**DESCRIPTION OF THE TASK:** Word for word, restate the listing that follows and leave out the images.

**INPUT:**
--

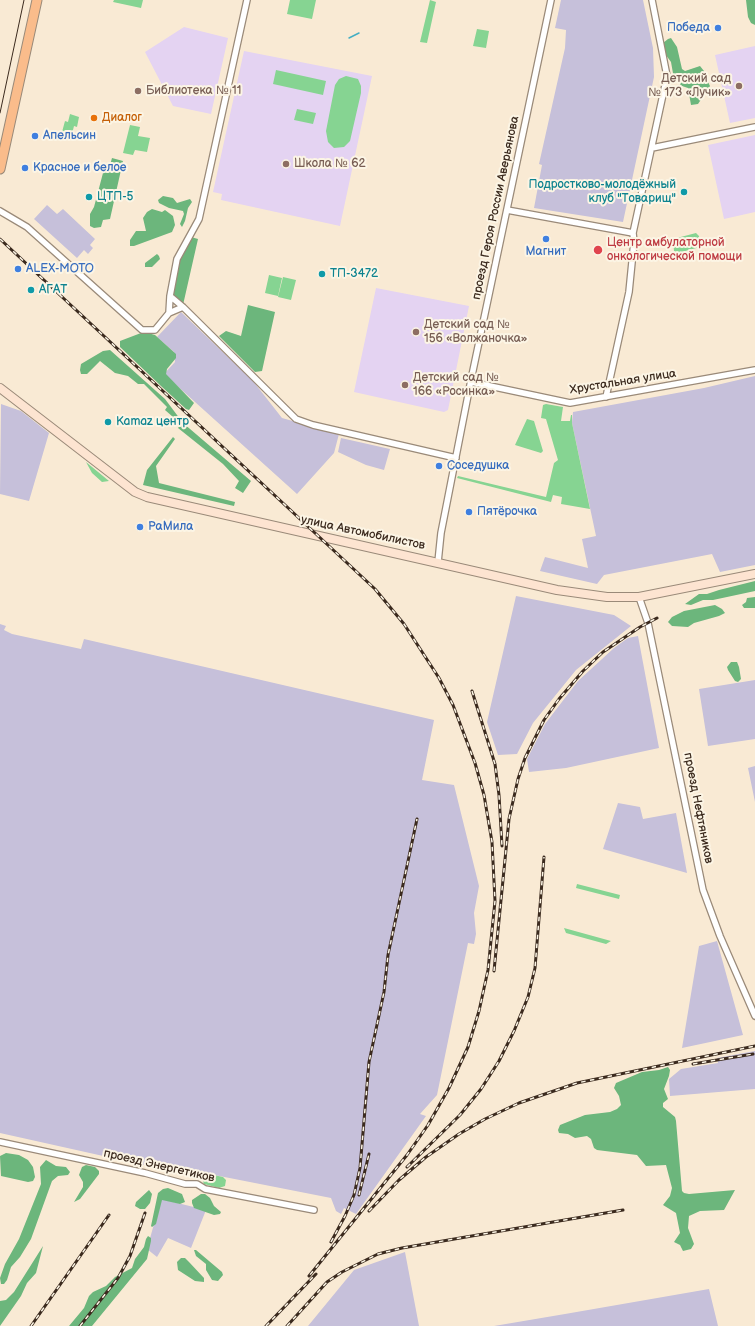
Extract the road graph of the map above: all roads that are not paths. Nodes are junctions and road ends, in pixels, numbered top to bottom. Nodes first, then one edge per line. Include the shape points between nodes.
1 (37, 0) edge
2 (248, 0) edge
3 (551, 0) edge
4 (652, 0) edge
5 (755, 127) edge
6 (652, 148) junction
7 (0, 170) edge
8 (507, 210) junction
9 (0, 211) edge
10 (633, 233) junction
11 (170, 296) junction
12 (184, 307) junction
13 (169, 313) junction
14 (755, 370) edge
15 (471, 382) junction
16 (0, 388) edge
17 (606, 397) junction
18 (456, 458) junction
19 (438, 562) junction
20 (755, 574) edge
21 (639, 597) junction
22 (755, 1016) edge
23 (0, 1142) edge
24 (314, 1210) dead end

1 - 7 main road
2 - 11 street via 199,219 177,259
3 - 8 street, проезд Героя России Аверьянова
4 - 6 street via 667,76
5 - 6 street
6 - 10 street
8 - 10 street
8 - 15 street, проезд Героя России Аверьянова
9 - 13 street via 27,227 142,330 155,330
10 - 17 street via 629,292
11 - 12 street
11 - 13 street
12 - 13 street
12 - 18 street via 296,419
14 - 17 street, Хрустальная улица
15 - 17 street, Хрустальная улица via 560,402 570,403
15 - 18 street, проезд Героя России Аверьянова
16 - 19 street, улица Автомобилистов via 135,492 147,497
18 - 19 street, проезд Героя России Аверьянова via 441,532
19 - 21 street, улица Автомобилистов via 581,594 606,598
20 - 21 street, улица Автомобилистов
21 - 22 street, проезд Нефтяников via 648,623 703,890 714,922
23 - 24 street, проезд Энергетиков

--

**ANSWER TO THIS EXERCISE:**
Extract the road graph of the map above: all roads that are not paths. Nodes are junctions and road ends, in pixels, numbered top to bottom. Nodes first, then one edge per line. Include the shape points between nodes.
1 (37, 0) edge
2 (248, 0) edge
3 (551, 0) edge
4 (652, 0) edge
5 (755, 127) edge
6 (652, 148) junction
7 (0, 170) edge
8 (507, 210) junction
9 (0, 211) edge
10 (633, 233) junction
11 (170, 296) junction
12 (184, 307) junction
13 (169, 313) junction
14 (755, 370) edge
15 (471, 382) junction
16 (0, 388) edge
17 (606, 397) junction
18 (456, 458) junction
19 (438, 562) junction
20 (755, 574) edge
21 (639, 597) junction
22 (755, 1016) edge
23 (0, 1142) edge
24 (314, 1210) dead end

1 - 7 main road
2 - 11 street via 199,219 177,259
3 - 8 street, проезд Героя России Аверьянова
4 - 6 street via 667,76
5 - 6 street
6 - 10 street
8 - 10 street
8 - 15 street, проезд Героя России Аверьянова
9 - 13 street via 27,227 142,330 155,330
10 - 17 street via 629,292
11 - 12 street
11 - 13 street
12 - 13 street
12 - 18 street via 296,419
14 - 17 street, Хрустальная улица
15 - 17 street, Хрустальная улица via 560,402 570,403
15 - 18 street, проезд Героя России Аверьянова
16 - 19 street, улица Автомобилистов via 135,492 147,497
18 - 19 street, проезд Героя России Аверьянова via 441,532
19 - 21 street, улица Автомобилистов via 581,594 606,598
20 - 21 street, улица Автомобилистов
21 - 22 street, проезд Нефтяников via 648,623 703,890 714,922
23 - 24 street, проезд Энергетиков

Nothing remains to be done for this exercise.